From the publisher:
NEW YORK TIMES BESTSELLER • GOOD MORNING AMERICA BOOK CLUB PICK • A must-read debut! Meet Elizabeth Zott: a “formidable, unapologetic and inspiring” (PARADE) scientist in 1960s California whose career takes a detour when she becomes the unlikely star of a beloved TV cooking show in this novel that is “irresistible, satisfying and full of fuel. It reminds you that change takes time and always requires heat” (The New York Times Book Review).
“A unique heroine … you’ll find yourself wishing she wasn’t fictional.” —Seattle Times
Chemist Elizabeth Zott is not your average woman. In fact, Elizabeth Zott would be the first to point out that there is no such thing as an average woman. But it’s the early 1960s and her all-male team at Hastings Research Institute takes a very unscientific view of equality. Except for one: Calvin Evans; the lonely, brilliant, Nobel–prize nominated grudge-holder who falls in love with—of all things—her mind. True chemistry results.
But like science, life is unpredictable. Which is why a few years later Elizabeth Zott finds herself not only a single mother, but the reluctant star of America’s most beloved cooking show Supper at Six. Elizabeth’s unusual approach to cooking (“combine one tablespoon acetic acid with a pinch of sodium chloride”) proves revolutionary. But as her following grows, not everyone is happy. Because as it turns out, Elizabeth Zott isn’t just teaching women to cook. She’s daring them to change the status quo.
Laugh-out-loud funny, shrewdly observant, and studded with a dazzling cast of supporting characters, Lessons in Chemistry is as original and vibrant as its protagonist.
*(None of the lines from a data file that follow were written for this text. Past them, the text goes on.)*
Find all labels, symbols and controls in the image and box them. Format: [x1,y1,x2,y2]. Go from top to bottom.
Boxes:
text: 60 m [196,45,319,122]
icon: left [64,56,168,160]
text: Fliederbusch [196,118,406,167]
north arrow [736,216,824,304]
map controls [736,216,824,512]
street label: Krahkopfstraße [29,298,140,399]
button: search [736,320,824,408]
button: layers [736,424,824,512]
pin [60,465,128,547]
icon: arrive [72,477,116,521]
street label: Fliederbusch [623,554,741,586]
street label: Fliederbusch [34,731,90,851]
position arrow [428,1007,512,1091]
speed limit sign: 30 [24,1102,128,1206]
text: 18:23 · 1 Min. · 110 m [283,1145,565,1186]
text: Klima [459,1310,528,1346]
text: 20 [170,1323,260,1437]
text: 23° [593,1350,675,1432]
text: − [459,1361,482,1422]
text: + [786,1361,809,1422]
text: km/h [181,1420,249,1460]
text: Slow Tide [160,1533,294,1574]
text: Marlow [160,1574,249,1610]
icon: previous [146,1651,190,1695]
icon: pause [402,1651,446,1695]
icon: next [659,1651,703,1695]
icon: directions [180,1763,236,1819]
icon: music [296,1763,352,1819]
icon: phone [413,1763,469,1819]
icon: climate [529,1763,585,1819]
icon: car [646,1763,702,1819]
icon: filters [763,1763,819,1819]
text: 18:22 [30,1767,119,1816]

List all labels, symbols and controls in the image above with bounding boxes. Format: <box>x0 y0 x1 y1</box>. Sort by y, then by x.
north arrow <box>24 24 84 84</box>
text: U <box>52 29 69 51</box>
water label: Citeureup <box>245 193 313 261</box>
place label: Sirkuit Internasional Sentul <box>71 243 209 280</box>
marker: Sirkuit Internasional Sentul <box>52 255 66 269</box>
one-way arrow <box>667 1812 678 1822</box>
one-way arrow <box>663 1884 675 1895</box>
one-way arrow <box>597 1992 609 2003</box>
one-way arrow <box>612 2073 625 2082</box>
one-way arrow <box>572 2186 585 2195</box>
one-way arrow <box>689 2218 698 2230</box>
“Indefatigable and formidable, Elizabeth pushes the bounds of how women and their work are perceived in this thoroughly engaging debut novel.” —Booklisthttps://amzn.to/3AwuFw8
“[An] energetic debut…A more adorable plea for rationalism and gender equality would be hard to find.” —Kirkus (starred review)
This is a fantastic debut novel that got lost on my Kindle (it came out in April), so thanks, Judy, for reminding me about it!
Elizabeth Zott is a feminist icon – or should be, if fictional characters could be. She is a chemist in the late 1950s-early 1960s when a woman’s place was in the home – in the kitchen and the bedroom, really, but she has no interest in that sort of life. She is studying for her master’s degree when she is attacked by her professor. She manages to elude the rapist, but again, this time period allows for women who are raped to get victimized all over again by the police and the judicial system. She is forced to leave school and lands a job at a research facility.
Zott’s boss is a misogynistic slime ball who steals her research and constantly degrades her. But he needs her because her specific research is being funded and no one else can do it. The lab has its star chemist, Calvin, who has the reputation of being brilliant and aloof. Calvin and Elizabeth meet when she steals some of his beakers, as her lab is bereft of necessary supplies. They meet again when he vomits on her, a first for a “meet cute” for me. Calvin has had a tragic life that rivals even Elizabeth’s tragic life, and they fall in love. But she has no interest in marrying. Instead, they live together and are very happy. They adopt a rescue dog that turns out to be about as brilliant as his owners and is a marvelous character in his own right. Six-thirty is his name, and there are snippets of his thoughts throughout the book, reminding me a bit of one of my favorite books, Garth Stein’s Racing in the Rain.
Tragedy befalls the happy couple, and Elizabeth’s life takes a turn when she finds out she is pregnant. She has the baby and is learning to parent when a neighbor helps her out. Harriet becomes her closest friend and ally. Needing a job, Elizabeth agrees to host an afternoon TV show, a cooking show that she is turning into Chemistry 101. Her fanbase grows but the old lech who runs the station wants her to dress sexy and make cocktails. She sticks to her guns and her show is a huge success. Eventually, she finds her way back to chemistry, her first love.
Elizabeth is a quirky, strong character and her story is both hilarious and heartbreaking, yet ultimately inspiring. She truly is unforgettable, as is this novel, which will appear on my best books of the year list. Book groups will have much to discuss here. Don’t miss it!
8/2022 Stacy Alesi, AKA the BookBitch
LESSONS IN CHEMISTRY by Bonnie Garmus. Doubleday; First Edition (April 5, 2022). ISBN: 978-0385547345. 400p.